Most brand managers around the world think of licensing mainly as a source of revenue that their brand can deliver by leveraging its hard earned brand equity. More and more companies today realise that their most valuable asset is the brand and not their technology or other tangible assets. A strong brand commands loyalty, emotions, preference and associative powers which is hard to duplicate by the competition. The brand is the single USP for many products today. Also, in the much cluttered marketplace, where it is very expensive and time consuming to get brand recognition and brand affinity; many companies choose brand extension licensing to launch new products by leveraging the power of the existing strong brand and shout out through the clutter.
This is when the most relevant question arises – when to license the brand? When and how do we know that the brand is ripe for licensing, and if licensing then in which categories?
We go back to our texts to find some relevance and we find a model developed by David Aaker.
It is important to ask three questions while identifying the route for an apt brand extension.
Question one is to understand the organisation’s core competency, whether it is manufacturing a particular product or product line, distribution, brand building, etc. Then go on to question two and understand what the target audience thinks of your brand; brand association; does the TG aspire for this brand; etc. To understand this question a formal consumer research is recommended. Question three involves understanding the market opportunity through sector research and often involves analysing the growth rates, existing players, competition mapping, challenges faced, etc. Once we have these answers, it is easy to map them on the above model and identify the way forward. When the brand has relevance to the consumers in areas that don’t fall directly under organisational competence but the market opportunity still exists, choose licensing to launch the new brand extension. And, whenever it is identified that the brand has relevance with the TG and market opportunity exists to manufacture a product that falls under the core competency of the organisation, choose to develop the brand extension internally.

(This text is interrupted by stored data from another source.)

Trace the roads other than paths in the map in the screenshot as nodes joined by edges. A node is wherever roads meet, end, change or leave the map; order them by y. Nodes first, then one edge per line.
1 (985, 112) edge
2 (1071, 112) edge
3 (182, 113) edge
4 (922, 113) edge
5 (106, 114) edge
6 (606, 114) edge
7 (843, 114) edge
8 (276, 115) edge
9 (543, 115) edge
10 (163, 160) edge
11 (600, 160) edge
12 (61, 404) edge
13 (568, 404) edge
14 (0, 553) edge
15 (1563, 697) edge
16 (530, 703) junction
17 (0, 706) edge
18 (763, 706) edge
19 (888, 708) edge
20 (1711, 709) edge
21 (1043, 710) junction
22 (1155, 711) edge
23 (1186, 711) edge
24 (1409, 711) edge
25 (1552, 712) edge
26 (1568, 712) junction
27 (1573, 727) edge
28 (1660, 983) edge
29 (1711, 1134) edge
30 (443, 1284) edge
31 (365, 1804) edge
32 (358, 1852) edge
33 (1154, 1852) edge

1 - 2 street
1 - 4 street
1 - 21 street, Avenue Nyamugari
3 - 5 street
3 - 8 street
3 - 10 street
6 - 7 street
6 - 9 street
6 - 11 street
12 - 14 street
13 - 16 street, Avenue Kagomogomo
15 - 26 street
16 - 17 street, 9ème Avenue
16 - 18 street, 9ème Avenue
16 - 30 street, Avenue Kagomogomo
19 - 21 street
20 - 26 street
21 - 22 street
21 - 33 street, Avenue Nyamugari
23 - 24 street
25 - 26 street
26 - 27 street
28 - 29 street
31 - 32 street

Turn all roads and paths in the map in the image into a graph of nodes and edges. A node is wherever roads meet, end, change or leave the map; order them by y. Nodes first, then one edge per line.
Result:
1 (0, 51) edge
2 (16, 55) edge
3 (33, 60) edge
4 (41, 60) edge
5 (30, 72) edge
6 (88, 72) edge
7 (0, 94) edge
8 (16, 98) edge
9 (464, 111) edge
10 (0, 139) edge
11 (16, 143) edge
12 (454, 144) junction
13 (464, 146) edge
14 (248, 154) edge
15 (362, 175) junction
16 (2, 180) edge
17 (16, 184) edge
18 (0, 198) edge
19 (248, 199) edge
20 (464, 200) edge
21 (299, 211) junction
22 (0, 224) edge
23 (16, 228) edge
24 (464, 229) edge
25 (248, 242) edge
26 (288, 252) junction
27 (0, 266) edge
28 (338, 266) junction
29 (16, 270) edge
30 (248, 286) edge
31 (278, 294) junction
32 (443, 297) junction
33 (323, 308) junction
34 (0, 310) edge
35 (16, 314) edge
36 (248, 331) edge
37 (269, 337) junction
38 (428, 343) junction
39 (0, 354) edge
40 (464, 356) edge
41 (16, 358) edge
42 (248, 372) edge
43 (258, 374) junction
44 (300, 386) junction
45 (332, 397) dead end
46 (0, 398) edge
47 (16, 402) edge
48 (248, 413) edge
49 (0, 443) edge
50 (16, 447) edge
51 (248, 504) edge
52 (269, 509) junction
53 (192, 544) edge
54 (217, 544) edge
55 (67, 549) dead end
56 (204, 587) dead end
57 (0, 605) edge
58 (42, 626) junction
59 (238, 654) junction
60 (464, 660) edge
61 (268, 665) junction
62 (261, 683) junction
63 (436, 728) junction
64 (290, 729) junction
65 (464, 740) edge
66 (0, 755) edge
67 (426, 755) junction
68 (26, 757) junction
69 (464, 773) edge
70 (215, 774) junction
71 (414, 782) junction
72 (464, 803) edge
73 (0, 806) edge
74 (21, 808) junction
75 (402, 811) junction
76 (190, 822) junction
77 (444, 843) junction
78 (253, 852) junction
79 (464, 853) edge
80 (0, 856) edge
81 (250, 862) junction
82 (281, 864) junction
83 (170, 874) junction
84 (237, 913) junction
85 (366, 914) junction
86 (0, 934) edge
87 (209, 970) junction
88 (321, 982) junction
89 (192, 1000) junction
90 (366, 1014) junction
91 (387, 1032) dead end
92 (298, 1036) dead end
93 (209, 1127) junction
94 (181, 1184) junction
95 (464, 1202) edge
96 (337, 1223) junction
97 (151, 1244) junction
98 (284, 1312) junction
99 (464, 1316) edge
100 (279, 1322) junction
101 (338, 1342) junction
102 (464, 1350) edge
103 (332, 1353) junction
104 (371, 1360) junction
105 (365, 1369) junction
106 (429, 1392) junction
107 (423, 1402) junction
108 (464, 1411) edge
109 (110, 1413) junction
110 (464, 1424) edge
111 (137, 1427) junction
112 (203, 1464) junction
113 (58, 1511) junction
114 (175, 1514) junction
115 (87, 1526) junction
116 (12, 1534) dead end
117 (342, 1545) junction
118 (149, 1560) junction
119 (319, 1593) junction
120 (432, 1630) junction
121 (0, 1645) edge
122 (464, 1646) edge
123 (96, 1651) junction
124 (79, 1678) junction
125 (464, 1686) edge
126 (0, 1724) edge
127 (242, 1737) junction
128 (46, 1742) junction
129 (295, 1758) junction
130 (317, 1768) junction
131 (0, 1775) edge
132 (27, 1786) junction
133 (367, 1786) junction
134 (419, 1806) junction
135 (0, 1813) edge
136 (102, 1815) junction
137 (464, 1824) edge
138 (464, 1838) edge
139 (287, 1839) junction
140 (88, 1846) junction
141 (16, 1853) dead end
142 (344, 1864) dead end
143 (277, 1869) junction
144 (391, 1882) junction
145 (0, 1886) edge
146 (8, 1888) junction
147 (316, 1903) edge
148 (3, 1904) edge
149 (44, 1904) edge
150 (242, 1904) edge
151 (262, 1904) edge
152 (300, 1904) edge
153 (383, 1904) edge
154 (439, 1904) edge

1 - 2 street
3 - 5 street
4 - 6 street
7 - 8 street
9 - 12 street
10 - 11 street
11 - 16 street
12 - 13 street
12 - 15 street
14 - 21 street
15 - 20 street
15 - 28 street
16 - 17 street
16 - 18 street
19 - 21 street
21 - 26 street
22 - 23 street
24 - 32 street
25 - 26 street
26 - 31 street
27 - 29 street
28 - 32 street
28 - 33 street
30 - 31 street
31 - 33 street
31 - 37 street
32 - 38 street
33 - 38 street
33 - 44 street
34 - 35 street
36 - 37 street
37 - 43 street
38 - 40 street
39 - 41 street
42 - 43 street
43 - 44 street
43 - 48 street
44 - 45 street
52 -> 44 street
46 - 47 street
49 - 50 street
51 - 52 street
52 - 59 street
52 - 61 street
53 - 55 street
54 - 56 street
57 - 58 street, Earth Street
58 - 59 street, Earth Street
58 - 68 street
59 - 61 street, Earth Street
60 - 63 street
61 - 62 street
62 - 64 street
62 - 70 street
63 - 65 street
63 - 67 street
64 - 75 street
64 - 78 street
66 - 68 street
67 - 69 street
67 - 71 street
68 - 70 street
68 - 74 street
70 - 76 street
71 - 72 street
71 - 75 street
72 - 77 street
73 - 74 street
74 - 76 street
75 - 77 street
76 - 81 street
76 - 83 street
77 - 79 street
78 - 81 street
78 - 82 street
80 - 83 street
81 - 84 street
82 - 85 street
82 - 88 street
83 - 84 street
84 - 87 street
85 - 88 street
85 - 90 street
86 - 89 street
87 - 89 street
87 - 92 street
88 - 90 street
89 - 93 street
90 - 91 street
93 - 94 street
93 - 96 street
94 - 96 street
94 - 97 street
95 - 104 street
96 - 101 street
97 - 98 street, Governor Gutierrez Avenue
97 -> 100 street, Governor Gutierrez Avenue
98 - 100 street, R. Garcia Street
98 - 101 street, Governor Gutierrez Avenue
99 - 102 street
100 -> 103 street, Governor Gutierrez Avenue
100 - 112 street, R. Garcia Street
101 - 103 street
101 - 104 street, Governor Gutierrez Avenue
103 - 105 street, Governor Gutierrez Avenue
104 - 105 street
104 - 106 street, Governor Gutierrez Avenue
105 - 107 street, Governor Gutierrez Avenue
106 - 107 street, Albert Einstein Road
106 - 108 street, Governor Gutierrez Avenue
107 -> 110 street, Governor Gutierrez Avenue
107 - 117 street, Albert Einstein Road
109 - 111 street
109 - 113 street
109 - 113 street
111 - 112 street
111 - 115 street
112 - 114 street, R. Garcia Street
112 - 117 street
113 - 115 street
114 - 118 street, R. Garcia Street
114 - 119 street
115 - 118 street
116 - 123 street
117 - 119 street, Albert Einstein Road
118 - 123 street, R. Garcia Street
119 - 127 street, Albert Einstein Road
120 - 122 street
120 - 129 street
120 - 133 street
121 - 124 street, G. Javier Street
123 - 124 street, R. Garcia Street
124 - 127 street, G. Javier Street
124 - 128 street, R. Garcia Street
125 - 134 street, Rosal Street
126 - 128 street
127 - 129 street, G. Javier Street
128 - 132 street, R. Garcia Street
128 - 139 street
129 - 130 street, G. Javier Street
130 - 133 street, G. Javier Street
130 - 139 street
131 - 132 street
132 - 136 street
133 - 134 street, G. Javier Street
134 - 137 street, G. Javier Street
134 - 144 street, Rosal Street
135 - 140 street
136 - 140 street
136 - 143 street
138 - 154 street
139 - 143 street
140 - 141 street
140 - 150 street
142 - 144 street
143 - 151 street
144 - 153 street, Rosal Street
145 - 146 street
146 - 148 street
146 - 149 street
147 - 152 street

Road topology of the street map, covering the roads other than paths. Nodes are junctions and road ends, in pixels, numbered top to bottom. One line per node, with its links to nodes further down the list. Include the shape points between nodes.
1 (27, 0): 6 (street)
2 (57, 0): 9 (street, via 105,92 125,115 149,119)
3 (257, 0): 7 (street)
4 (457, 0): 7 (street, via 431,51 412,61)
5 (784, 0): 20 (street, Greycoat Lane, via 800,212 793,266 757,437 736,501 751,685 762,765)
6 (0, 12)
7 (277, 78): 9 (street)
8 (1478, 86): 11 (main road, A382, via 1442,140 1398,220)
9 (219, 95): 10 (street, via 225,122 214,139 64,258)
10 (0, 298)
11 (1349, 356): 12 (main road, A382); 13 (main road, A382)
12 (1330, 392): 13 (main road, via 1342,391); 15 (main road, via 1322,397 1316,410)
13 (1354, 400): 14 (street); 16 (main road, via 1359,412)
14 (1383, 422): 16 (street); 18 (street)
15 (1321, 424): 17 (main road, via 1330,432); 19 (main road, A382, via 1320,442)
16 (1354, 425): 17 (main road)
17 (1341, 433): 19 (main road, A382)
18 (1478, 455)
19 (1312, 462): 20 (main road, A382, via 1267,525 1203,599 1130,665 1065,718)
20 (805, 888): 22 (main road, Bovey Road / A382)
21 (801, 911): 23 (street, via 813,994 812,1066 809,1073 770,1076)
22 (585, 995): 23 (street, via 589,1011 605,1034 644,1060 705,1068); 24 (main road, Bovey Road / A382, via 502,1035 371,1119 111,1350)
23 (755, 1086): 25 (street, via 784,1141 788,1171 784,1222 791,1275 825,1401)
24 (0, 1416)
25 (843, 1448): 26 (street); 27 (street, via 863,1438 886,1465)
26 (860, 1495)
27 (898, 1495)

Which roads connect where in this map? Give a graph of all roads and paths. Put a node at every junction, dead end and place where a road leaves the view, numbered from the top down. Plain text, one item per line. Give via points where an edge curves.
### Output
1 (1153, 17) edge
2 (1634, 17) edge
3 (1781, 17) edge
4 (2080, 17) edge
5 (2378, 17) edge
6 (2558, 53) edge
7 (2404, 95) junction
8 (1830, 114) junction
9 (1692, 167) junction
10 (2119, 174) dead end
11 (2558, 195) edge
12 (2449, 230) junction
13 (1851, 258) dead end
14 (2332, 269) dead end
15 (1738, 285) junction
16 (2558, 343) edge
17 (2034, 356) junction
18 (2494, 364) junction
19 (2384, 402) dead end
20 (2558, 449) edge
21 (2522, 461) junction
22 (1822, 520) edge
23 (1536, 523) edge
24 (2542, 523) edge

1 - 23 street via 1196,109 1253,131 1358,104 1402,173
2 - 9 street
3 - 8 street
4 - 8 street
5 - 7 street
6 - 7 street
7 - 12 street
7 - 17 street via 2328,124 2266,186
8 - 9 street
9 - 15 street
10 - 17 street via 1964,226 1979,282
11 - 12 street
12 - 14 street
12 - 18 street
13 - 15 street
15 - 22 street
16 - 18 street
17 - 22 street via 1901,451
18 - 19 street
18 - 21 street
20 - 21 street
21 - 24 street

An apt example will be HLL’s brand ‘Axe’. Axe as a brand is very popular with the youth and the young at heart, and has very strong brand affinity. HLL’s core competencies are to manufacture fast moving consumer goods and build a strong brand to support and maintain the sale through. Its distribution is wide and strong. And there is no edgy smart brand of soap with good and varied fragrance for youth in the market. Now, if Axe desires to launch Axe soap for example, it’s apt for them to launch it themselves by developing another brand extension. However, if ‘Axe’ chooses to launch a line of sunglasses, ‘Axe’ must be licensed in this category to another company/licensee. ‘Axe’ sunglasses will also be relevant to the TG and the licensee will be able to manage the business well as this will be his core competency.
Category due diligence
It is important to identify and evaluate viable product concepts before launching the brand extension in a particular category. The due diligence process gathers and analyses the information on the industry dynamics and competitive environment of the target product category. Some parameters are listed below.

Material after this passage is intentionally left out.